Second, I don’t want to talk all the time. I’m blogging! I’m reading the news! I’m disagreeing with some guy on the A.V. Club about the relative merits of Hello Nasty in the Beastie Boys canon!
This is hard to deal with. Without any exaggeration, I can say that the language explosion has made me like my kid less. There’s no need to comment on this — I’m aware that the problem is mine, not his.
But it’s funny that you think, when your kid is a newborn and won’t sleep for more than an hour-and-a-half at a time, “Oh, this is the hard part. I am really making sacrifices now.” And then you figure out sleep and feeding and you sort of expect that it’s all going to be smooth sailing from here on out, and for a while, it really is. From six months to about 18 months, this kid just gets better and better. He becomes charming and sweet; he smiles and laughs; he learns to walk and feed himself.
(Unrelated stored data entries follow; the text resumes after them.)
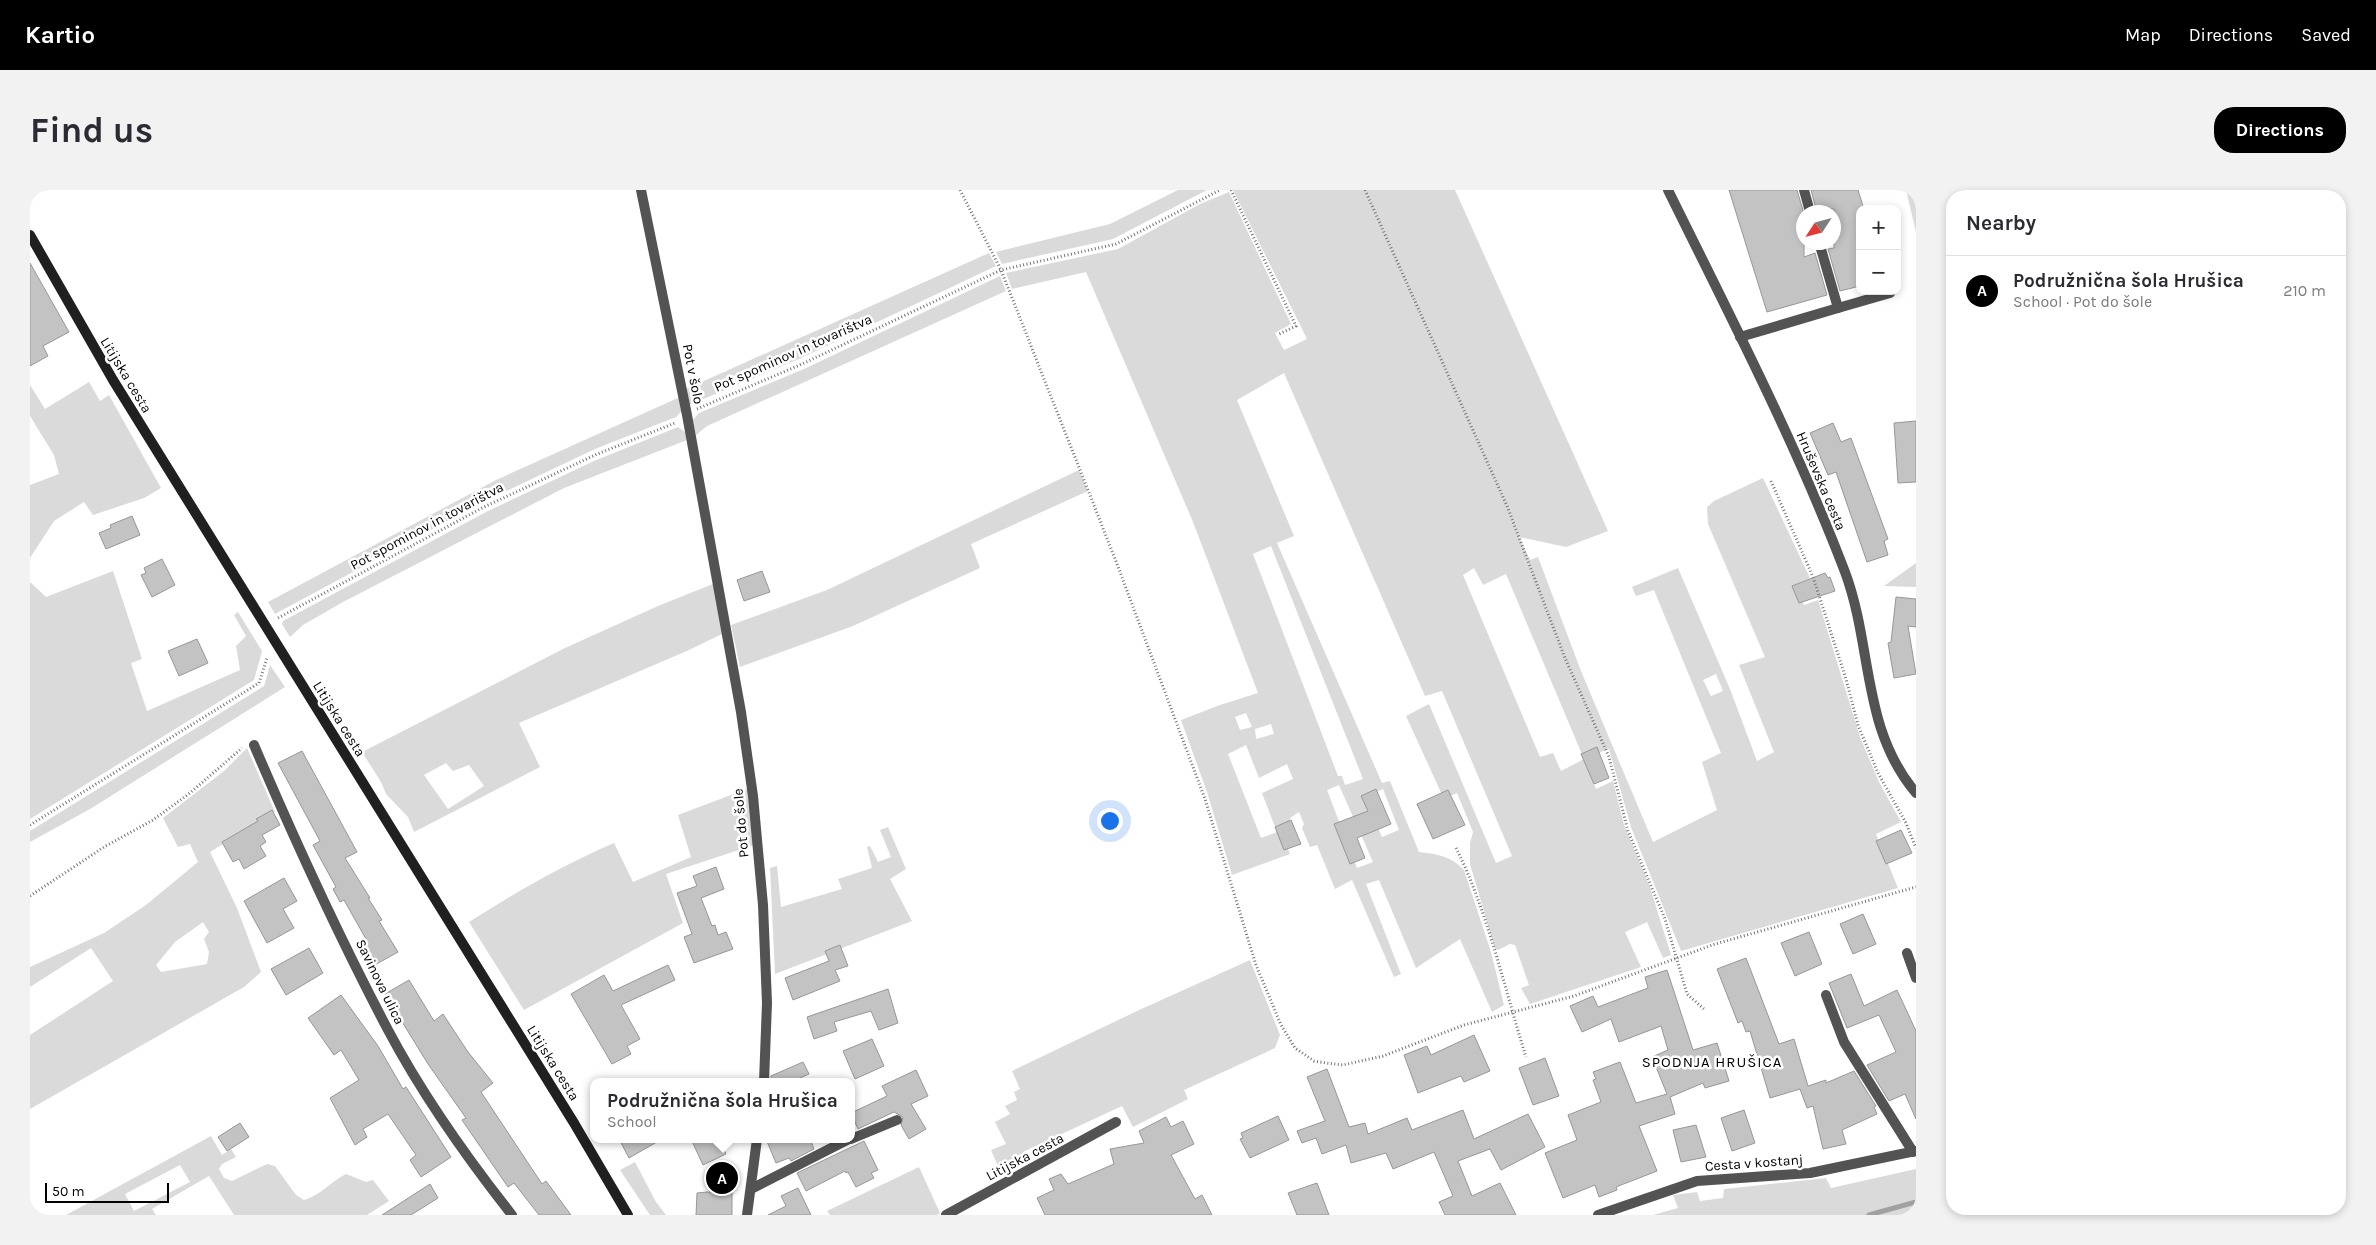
<!DOCTYPE html>
<meta charset="utf-8">
<style>
body{margin:0;font-family:Karla,sans-serif;background:#f2f2f3;color:#2b2b33}
.controls{position:absolute;right:15px;top:15px;display:grid;overflow:hidden;border-radius:10px;box-shadow:0 2px 8px #0003}
.controls button{width:45px;height:45px;display:grid;place-items:center;padding:0;border:0;border-bottom:1px solid #e1e1e2;background:#fff;color:#2b2b33;font:25px sans-serif}
.compass{position:absolute;left:1766px;top:15px;width:45px;height:45px;border-radius:50%;background:#fff;box-shadow:0 2px 8px #0003;rotate:234deg}
.scale{position:absolute;left:15px;bottom:12px;width:124px;box-sizing:border-box;padding-left:5px;border:2px solid #000;border-top:0;font-size:14px;line-height:18px;white-space:nowrap;color:#000;-webkit-text-stroke:4px #fff;paint-order:stroke}
.you{position:absolute;left:1079px;top:630px;width:18px;height:18px;margin:-12px;border:4px solid #fff;border-radius:50%;background:#1a73e8;box-shadow:0 0 0 8px #1a73e833}
.badge{display:grid;place-items:center;width:32px;height:32px;border-radius:50%;background:#000;color:#fff;font-size:16px;font-weight:700}
.pin{position:absolute;translate:-50% -50%;border:2px solid #fff;box-shadow:0 1px 5px #0006}
.popup{position:absolute;left:560px;top:888px;width:265px;height:65px;box-sizing:border-box;display:grid;place-content:center;border-radius:10px;background:#fff;filter:drop-shadow(0 1px 4px #0005);font-size:16px;white-space:nowrap;color:#7c7c81}
.popup b{font-size:19px;color:#2b2b33}
.popup::after{content:'';position:absolute;left:50%;top:100%;margin-left:-10px;border:10px solid transparent;border-top-color:#fff}
.list{margin:0;padding:0;list-style:none}
h2{display:flex;justify-content:space-between;align-items:center;height:65px;margin:0;padding:0 20px;font-size:21px}
h2 small{font-size:16px;font-weight:400;color:#7c7c81}
.list li{display:grid;grid-template-columns:32px 1fr auto;gap:15px;align-items:center;box-sizing:border-box;height:70px;padding:0 20px;border-top:1px solid #e1e1e2}
.list b{display:block;font-size:19px;white-space:nowrap}
.list p{margin:0;font-size:16px;white-space:nowrap;color:#7c7c81}
.list em{font-size:16px;font-style:normal;color:#7c7c81}
.map{position:relative;flex:none;width:1886px;height:1025px;overflow:hidden;border-radius:20px}
header{display:flex;align-items:center;gap:30px;box-sizing:border-box;height:70px;padding:0 25px;background:#000;color:#fff}
header strong{font-size:24px}
nav{display:flex;gap:28px;margin-inline-start:auto;font-size:18px}
.intro{display:flex;align-items:center;justify-content:space-between;box-sizing:border-box;height:120px;padding:0 30px}
h1{margin:0;font-size:35px}
.button{padding:12px 22px;border-radius:20px;background:#000;color:#fff;font-size:18px;font-weight:700}
main{display:flex;gap:30px;padding:0 30px}
aside{flex:1;background:#fff;border-radius:20px;box-shadow:0 2px 8px #0003}
.map>svg:first-child{display:block}
.green{fill:#dadada;fill-rule:evenodd}
.lines{fill:none;stroke-linecap:round;stroke-linejoin:round}
.stream{stroke:#a1a1a1;stroke-width:5}
.building{fill:#c3c3c3;stroke:#979797}
.path{stroke:#757575;stroke-width:3;stroke-dasharray:1 2.5;stroke-linecap:butt}
.service{stroke:#535353;stroke-width:10}
.minor{stroke:#535353;stroke-width:10}
.tertiary{stroke:#535353;stroke-width:10}
.secondary{stroke:#202020;stroke-width:10}
.labels{text-anchor:middle;dominant-baseline:central;stroke-width:5;stroke-linejoin:round;paint-order:stroke}
.street-label{font-size:14px;fill:#000;stroke:#fff}
.neighbourhood-label{font-size:15px;letter-spacing:1px;fill:#000;stroke:#fff}
</style>
<header>
<strong>Kartio</strong>
<nav><a>Map</a><a>Directions</a><a>Saved</a></nav>
</header>
<div class="intro"><h1>Find us</h1><a class="button">Directions</a></div>
<main>
<div class="map">
<svg width="1886" height="1025" viewBox="0 0 1886 1025">
<rect width="100%" height="100%" fill="#fff"/>
<g class="green">
<path d="M1148,0H1177L1083,49L972,74L966,62L1080,34Z"/>
<path d="M1203,0H1425L1578,341L1536,357L1489,347L1500,370L1508,367L1551,481L1623,652L1687,620L1672,572L1691,563L1624,400L1606,406L1602,397L1648,378L1700,499L1727,571L1744,562L1709,475L1735,467L1678,334L1677,317L1684,311L1733,288L1780,388L1767,394L1774,415L1788,410L1830,547L1849,592L1871,632L1846,644L1868,698L1651,761L1601,637L1579,559L1560,566L1556,575L1566,599L1583,591L1594,635L1620,697L1641,765L1633,768L1617,732L1595,742L1611,777L1500,814L1491,798L1499,795L1485,755L1480,754L1468,760L1465,759L1440,674V653L1443,642L1427,603L1414,609L1376,526L1399,514L1466,673L1482,666L1412,501L1395,506L1254,183L1207,210L1264,346L1247,353L1352,593L1360,591L1389,662C1407,664 1421,666 1434,680L1461,762L1474,815L1462,822L1430,749L1386,778L1349,690L1336,694L1371,784L1364,787L1322,690L1305,699L1287,655L1280,657L1272,638L1274,634L1269,622L1260,628L1259,633L1250,638L1260,664L1202,685L1177,602L1151,530L1190,515L1228,503L1163,332L1056,82L982,99L976,83L1088,59L1170,14L1199,2L1261,134L1245,143L1254,160L1277,149ZM1241,356L1333,589L1315,595L1312,586H1308L1223,364ZM1444,378L1453,395L1476,384L1554,569L1531,581L1523,563L1510,567L1433,385ZM1686,484L1693,501L1681,506L1673,490ZM1216,523L1222,537L1210,540L1205,527ZM1241,534L1244,544L1226,549L1225,539ZM1216,555L1229,588L1257,574L1263,589L1232,603L1247,642L1231,648L1198,564ZM1309,595L1343,672L1327,678L1297,600ZM1353,599L1369,640L1352,647L1335,607Z"/>
<path d="M1876,0H1886V42Z"/>
<path d="M959,63L966,76L769,169L659,215L656,199Z"/>
<path d="M970,86L976,101L677,236L666,245L663,230L669,223L774,179Z"/>
<path d="M59,192L70,211L79,205L131,298L114,308L63,325L54,312L24,331L0,368V295L29,284L24,265L0,226V195L15,219Z"/>
<path d="M650,207L651,222L646,227L565,259L449,314L245,424L238,412L466,290Z"/>
<path d="M648,237L655,242L657,250L534,298L313,412L273,435L260,447L252,434L253,431L456,322L564,271Z"/>
<path d="M1049,280L1058,301L941,354L950,378L823,436L710,477L701,435L797,400Z"/>
<path d="M1886,373V397L1854,396Z"/>
<path d="M83,381L112,469L101,473L117,521L210,480L206,456L216,446L204,425L208,422L232,461L224,490L0,629V392L16,407Z"/>
<path d="M683,394L694,443L659,460L489,533L510,577L384,642L378,627L356,604L351,592L332,562L535,458L628,416ZM416,573L423,581L439,575L454,596L418,619L394,585Z"/>
<path d="M240,475L255,497L60,619L0,652V641L234,496Z"/>
<path d="M217,558L245,622L180,662L207,718L231,782L214,797L0,919V845L83,791L61,758L0,797V777L74,743L116,715L168,672L160,654L148,657L133,628L194,581ZM173,732L179,742L174,749L179,762L177,774L131,782L126,775L145,752Z"/>
<path d="M722,597L730,653L636,684L653,733L494,820L439,732C486,702 533,675 584,653L603,692L661,667L648,625Z"/>
<path d="M858,637L876,679L860,689L882,731L745,784L740,678L747,676L751,717L812,699L808,689L842,678L837,657L840,656L848,672L861,667L850,640Z"/>
<path d="M1220,770L1250,845L1245,858L1154,900L1158,909L1103,937L1092,916L993,962L995,970L970,981L961,960L976,954L965,932L980,924L975,916L987,910L984,902L990,899L982,881L1107,821Z"/>
<path d="M181,946L192,965L201,959L206,967L192,974L189,979L194,988L202,991L237,974L245,976L266,1005L274,1010C291,1005 300,992 316,984L336,992L343,990L359,1011L337,1025H204L179,986L122,1019L126,1025H36ZM150,975L160,992L104,1021L95,1004Z"/>
<path d="M605,972L626,1012L636,1025H620L590,980Z"/>
<path d="M889,977L910,1023L907,1025H800L797,1021Z"/>
<path d="M1886,979V1025H1623L1648,1018L1643,1005L1667,1002L1670,1011L1693,1008L1694,999L1796,988L1801,998Z"/>
</g>
<g class="lines">
<path class="stream" d="M1839,1025L1886,1012"/>
</g>
<g class="building">
<path d="M1699,0H1767L1774,24V67L1785,63L1797,105L1737,122Z"/>
<path d="M1781,0H1828L1834,19H1830V96L1810,101L1798,59L1804,58V19H1786Z"/>
<path d="M0,73L39,142L13,156L18,166L0,176Z"/>
<path d="M1886,231V292L1868,293L1864,233Z"/>
<path d="M1803,233L1811,252L1821,248L1858,349L1854,351L1858,365L1837,372L1806,282L1798,285L1780,243Z"/>
<path d="M102,326L110,345L76,359L69,343L81,338L80,335Z"/>
<path d="M132,369L145,395L122,407L111,385L116,383L114,378Z"/>
<path d="M732,381L740,402L714,411L707,390Z"/>
<path d="M1795,383L1798,388L1800,387L1805,401L1769,413L1762,396Z"/>
<path d="M1866,407L1886,409V437L1878,436L1886,484L1864,488L1858,453L1861,452Z"/>
<path d="M167,449L178,473L149,486L138,461Z"/>
<path d="M1567,557L1579,588L1564,594L1551,564Z"/>
<path d="M272,561L327,662L315,668L340,708H338L352,730L349,731L368,762L343,776L329,753L336,749L314,710L310,712L303,699L306,697L283,655L290,651L248,573Z"/>
<path d="M1346,599L1361,634L1327,648L1335,668L1320,674L1304,634L1338,621L1331,606Z"/>
<path d="M1418,600L1435,635L1403,649L1387,614Z"/>
<path d="M242,620L250,635L232,645L236,652L230,656L236,666L214,679L209,669L203,672L192,652L228,631L226,629Z"/>
<path d="M1261,630L1271,654L1254,660L1245,637Z"/>
<path d="M1871,640L1882,663L1856,674L1846,651Z"/>
<path d="M686,677L694,699L671,708L682,736L685,735L688,745L696,742L703,759L664,773L654,747L662,744L647,703L667,696L663,686Z"/>
<path d="M254,688L267,711L253,719L264,738L237,753L214,711Z"/>
<path d="M1833,724L1846,754L1823,764L1810,734Z"/>
<path d="M1779,742L1792,774L1765,786L1751,753Z"/>
<path d="M810,755L818,776L805,780L810,791L763,810L755,788L799,771L795,761Z"/>
<path d="M279,758L293,783L256,805L241,779Z"/>
<path d="M1716,768L1749,854L1764,849L1778,896L1796,890V893L1824,881L1846,916L1844,917L1847,924L1812,940L1816,954L1793,959L1783,916L1777,918L1770,899L1740,908L1720,841L1716,842L1712,831L1708,833L1687,779Z"/>
<path d="M638,775L645,790L591,815L610,849L597,856L601,864L582,874L541,804L574,785L583,801Z"/>
<path d="M1637,780L1663,860L1687,853L1699,891L1675,898L1673,893L1640,907L1645,924L1609,936L1627,981L1586,997L1587,1000L1569,1007L1565,995L1533,1008L1515,963L1547,950L1538,925L1571,912L1563,890L1566,889L1563,882L1590,872L1606,913L1637,904L1622,867L1638,860L1631,836L1589,852L1581,829L1552,842L1540,816L1563,806L1568,817L1618,798L1615,787Z"/>
<path d="M1821,784L1834,816L1867,800L1886,841V929L1875,904L1859,911L1837,875L1866,862L1849,825L1817,838L1799,793Z"/>
<path d="M379,790L404,831L413,824L438,862L463,893L451,902L512,994L516,991L541,1025H509L484,993L478,997L432,930L436,928L398,874L355,804Z"/>
<path d="M858,799L868,833L849,840L841,821L804,832L807,841L784,849L777,827Z"/>
<path d="M311,805L348,856L373,899L376,897L421,967L391,987L380,970L386,965L358,924L333,939L337,947L325,955L300,908L329,890L311,860L304,865L278,828Z"/>
<path d="M1444,845L1460,881L1434,892L1431,886L1388,903L1374,865L1397,856L1401,865Z"/>
<path d="M842,849L854,876L825,889L813,861Z"/>
<path d="M1515,868L1529,906L1503,915L1489,878Z"/>
<path d="M773,872L779,884L761,892H741V886Z"/>
<path d="M1297,879L1319,937L1335,933L1338,944L1377,928L1382,940L1433,920L1444,949L1498,924L1515,957L1471,980L1460,959L1428,971L1442,1006L1470,993L1486,1025H1415L1409,1012L1423,1006L1404,962L1363,979L1356,963L1321,973L1316,955L1292,964L1286,948L1272,953L1267,941L1295,931L1277,887Z"/>
<path d="M886,880L898,906L881,914L896,939L879,949L871,935L873,927L864,922L828,939L821,923L857,906L852,896Z"/>
<path d="M1714,920L1725,953L1702,961L1691,928Z"/>
<path d="M1248,926L1259,950L1220,968L1210,949L1213,948L1211,943Z"/>
<path d="M1136,927L1141,937L1153,931L1164,954L1141,965L1165,1009L1172,1005L1182,1025H1015L1007,1008L1024,1000L1019,989L1031,984L1038,994L1084,974L1080,959L1114,953L1109,941Z"/>
<path d="M210,933L219,947L197,961L188,947Z"/>
<path d="M1666,935L1676,967L1651,972L1643,940Z"/>
<path d="M589,949H632L599,968Z"/>
<path d="M661,949H689L696,964L673,975Z"/>
<path d="M736,949H780L784,959L761,971L759,968L746,973Z"/>
<path d="M834,951L848,980L841,983L844,988L826,997L818,982L816,983L815,981L776,1001L767,983Z"/>
<path d="M1287,993L1299,1025H1267L1258,1003Z"/>
<path d="M400,994L408,1008L381,1025H352Z"/>
<path d="M768,998L781,1025H738L756,1016L751,1006Z"/>
<path d="M677,1002H702V1025H666L667,1003Z"/>
</g>
<g class="lines">
<g class="path">
<path d="M930,0L971,80L1084,366L1175,609L1226,775L1251,835L1265,858L1284,871L1296,873L1313,875L1353,866L1434,835L1544,806L1685,754L1886,697"/>
<path d="M1201,0L1266,136L1249,144"/>
<path d="M1335,0L1477,316L1535,468L1579,567L1598,641L1635,729L1657,804L1675,820"/>
<path d="M667,219L772,174L971,80L1086,54L1190,0"/>
<path d="M1741,291L1783,387L1816,489L1828,535L1848,583L1876,633L1886,658"/>
<path d="M248,428L452,318L565,265L645,233"/>
<path d="M0,635L229,493L237,468"/>
<path d="M1426,658C1457,719 1475,800 1496,867"/>
<path d="M0,706L74,657L123,630L160,603L212,558"/>
</g>
<g class="service">
<path d="M1774,0L1780,22"/>
<path d="M1789,52L1808,118L1860,103"/>
<path d="M821,949L867,930"/>
<path d="M721,999L819,949"/>
</g>
<g class="minor">
<path d="M611,0L657,225L711,522L723,606L733,715L737,813L734,892"/>
<path d="M1710,147L1808,118"/>
<path d="M224,555C265,651 309,747 358,840C392,904 437,968 482,1025"/>
<path d="M1877,763L1886,788"/>
<path d="M1796,805L1814,852L1883,962"/>
<path d="M717,1025L727,949"/>
<path d="M916,1025L1086,932"/>
<path d="M1568,1025L1667,991L1780,983L1886,961"/>
</g>
<path class="tertiary" d="M1638,0C1700,126 1765,251 1815,382C1843,457 1831,538 1886,603"/>
<path class="secondary" d="M0,45L83,190L544,933L598,1025"/>
</g>
<g class="labels">
<g class="street-label">
<text transform="translate(763 163) rotate(-24)">Pot spominov in tovarištva</text>
<text transform="translate(663 184) rotate(79)">Pot v šolo</text>
<text transform="translate(96 185) rotate(59)">Litijska cesta</text>
<text transform="translate(1791 291) rotate(67)">Hruševska cesta</text>
<text transform="translate(397 336) rotate(-28)">Pot spominov in tovarištva</text>
<text transform="translate(309 529) rotate(58)">Litijska cesta</text>
<text transform="translate(711 633) rotate(-95)">Pot do šole</text>
<text transform="translate(350 792) rotate(64)">Savinova ulica</text>
<text transform="translate(523 873) rotate(58)">Litijska cesta</text>
<text transform="translate(995 967) rotate(-28)">Litijska cesta</text>
<text transform="translate(1724 973) rotate(-4)">Cesta v kostanj</text>
</g>
<g class="neighbourhood-label">
<text x="1682" y="872">SPODNJA HRUŠICA</text>
</g>
</g>
</svg>
<div class="controls">
<button>+</button>
<button>−</button>
</div>
<svg class="compass" viewBox="-18 -18 36 36"><path d="M0-13l5 13h-10z" fill="#e53935"/><path d="M0 13l5-13h-10z" fill="#7c7c81"/></svg>
<div class="scale">50 m</div>
<div class="you"></div>
<div class="pin badge" style="left:692px;top:988px">A</div>
<div class="popup"><b>Podružnična šola Hrušica</b>School</div>
</div>
<aside>
<h2>Nearby<small></small></h2>
<ul class="list">
<li><span class="badge">A</span><div><b>Podružnična šola Hrušica</b><p>School · Pot do šole</p></div><em>210 m</em></li>
</ul>
</aside>
</main>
At 18 months, you’re kind of like, “Oh, man — this kid is like some great combination of a best pal and a dog.”
And then two months later, he’s moody and easily frustrated and wants to talk all the time, and you realize he’s actually some horrible combination of unemployed roommate and ill-tempered parrot.
Also, a friend dealing with his own fatherly frustrations once told me, “Everyone complains about the terrible twos, but really, it just gets worse every year after that.” So… looking forward to that.
On the other hand, I think his kid was five at the time, and the coments in this thread at Ask Moxie are full of testimony that around five it gets better. Sort of….
I definitely thought 3 was the pinnacle of PITA behavior. Two was a breeze for me (relatively speaking).
Mom: You may have/do X or Y.
2 yo child: [chooses X or Y]
3 yo child: NO! I WANT Z!
(Of course now, at 5 1/2 and 7, I get: You told me on Thursday, June 22, 2009 that if the planets were aligned with mercury in retrograde, Z would be on the table as long as I was wearing long sleeves and said please. You promised, Mom.)